Managed money traders were buyers early in the week, hoping for an improved US trade outlook as President Trump met China’s President Xi. The talks had ‘a very positive conclusion’ and were followed by the announcement of extended future talks. US farmers will be hoping for tariff-free access for their crops into the Chinese market. If recent talk of wheat crop losses due to heat prove right, China could return to being a volume importer again and the US is likely to have plenty of wheat and corn to ship. 

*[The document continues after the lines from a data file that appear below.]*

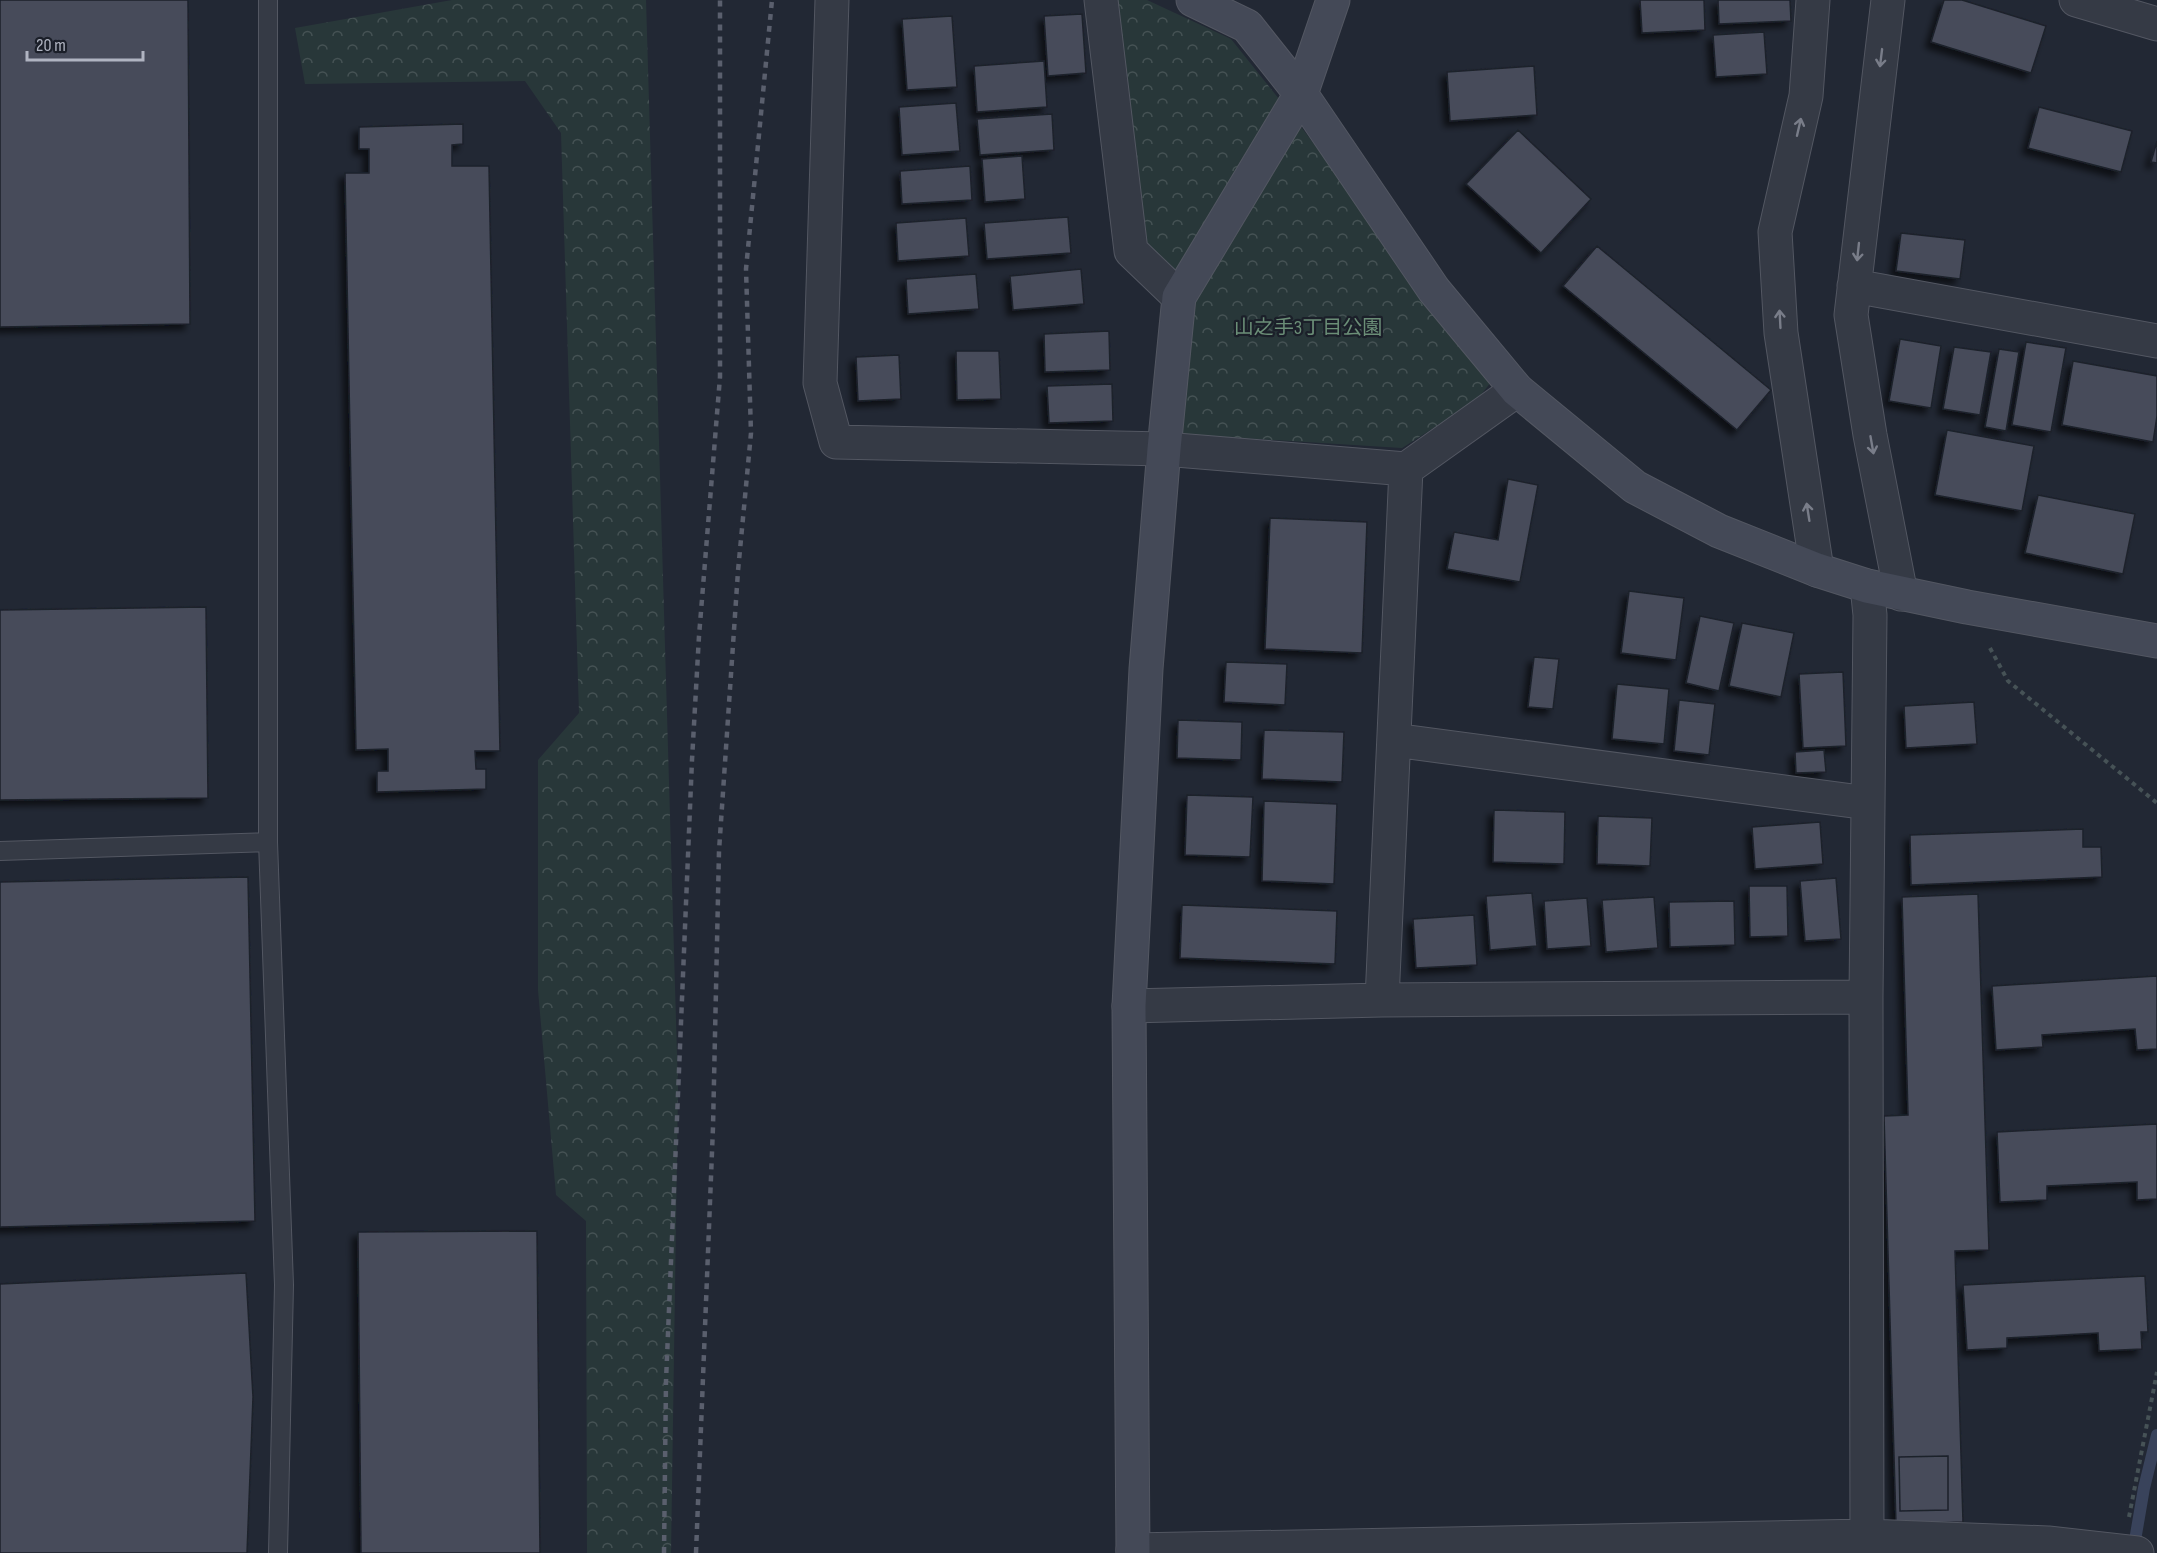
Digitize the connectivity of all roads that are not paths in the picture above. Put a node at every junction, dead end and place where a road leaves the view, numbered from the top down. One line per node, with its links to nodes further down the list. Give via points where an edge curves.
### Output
1 (268, 0): 23 (lane)
2 (832, 0): 15 (street, via 820,383 836,442)
3 (1101, 0): 12 (street, via 1131,251)
4 (1193, 0): 10 (street, via 1247,27)
5 (1334, 0): 10 (street)
6 (1813, 0): 17 (street, one-way to 6, via 1781,333 1775,232 1806,96)
7 (1888, 0): 11 (street, one-way to 11)
8 (2076, 0): 9 (street)
9 (2157, 24)
10 (1301, 94): 12 (street); 14 (street, via 1434,290)
11 (1854, 286): 13 (street); 19 (street, one-way to 19, via 1851,315)
12 (1179, 297): 15 (street)
13 (2157, 341)
14 (1517, 390): 16 (street); 17 (street, via 1635,487 1719,531)
15 (1164, 449): 16 (street); 27 (street, via 1146,669)
16 (1406, 469): 21 (street)
17 (1817, 570): 18 (street)
18 (1867, 586): 19 (street); 22 (street)
19 (1901, 594): 20 (street)
20 (2157, 641)
21 (1394, 740): 22 (street); 26 (street)
22 (1868, 803): 25 (street)
23 (268, 842): 24 (lane); 31 (lane, via 284,1285)
24 (0, 851)
25 (1866, 997): 26 (street); 28 (street)
26 (1382, 1000): 27 (street)
27 (1129, 1006): 29 (street)
28 (1867, 1545): 29 (street); 30 (street, via 2048,1543)
29 (1133, 1552)
30 (2130, 1552)
31 (278, 1553)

The United States Department for Agriculture (USDA) published its weekly US crop progress report and highlighted a potential boost for production all round. Winter wheat jumped two points on the week to 54% good/excellent which compares with 47% last year. This is the best condition the crop has been in at this stage since 2019. Spring wheat was up three points to 53% good/excellent, although still down on last year 72%. Corn reached 97% planted bang on average.  


BARLEY

  • Old crop prices fall as harvest looms

The attention on feed markets is starting to turn towards the impending new crop harvest, with new crop East Anglian feed barley due in good volumes in the next four to five weeks. The prospect of an early harvest and slow old crop buying interest in the market has drawn sellers at lower values than we’ve previously seen in a bid to clear stocks before new crop. East Anglian barley is hitting the market now at sub-£140 ex-farm, in contrast to southwest England where barley remains some £20 higher. Much like last week, our recommendation to growers in that area is to clear balances before markets shift from current old crop values to lower new crop values. In the Midlands and Yorkshire, where freight availability from East Anglia is more readily available, prices are under pressure on account of the cheaper supplies from the East.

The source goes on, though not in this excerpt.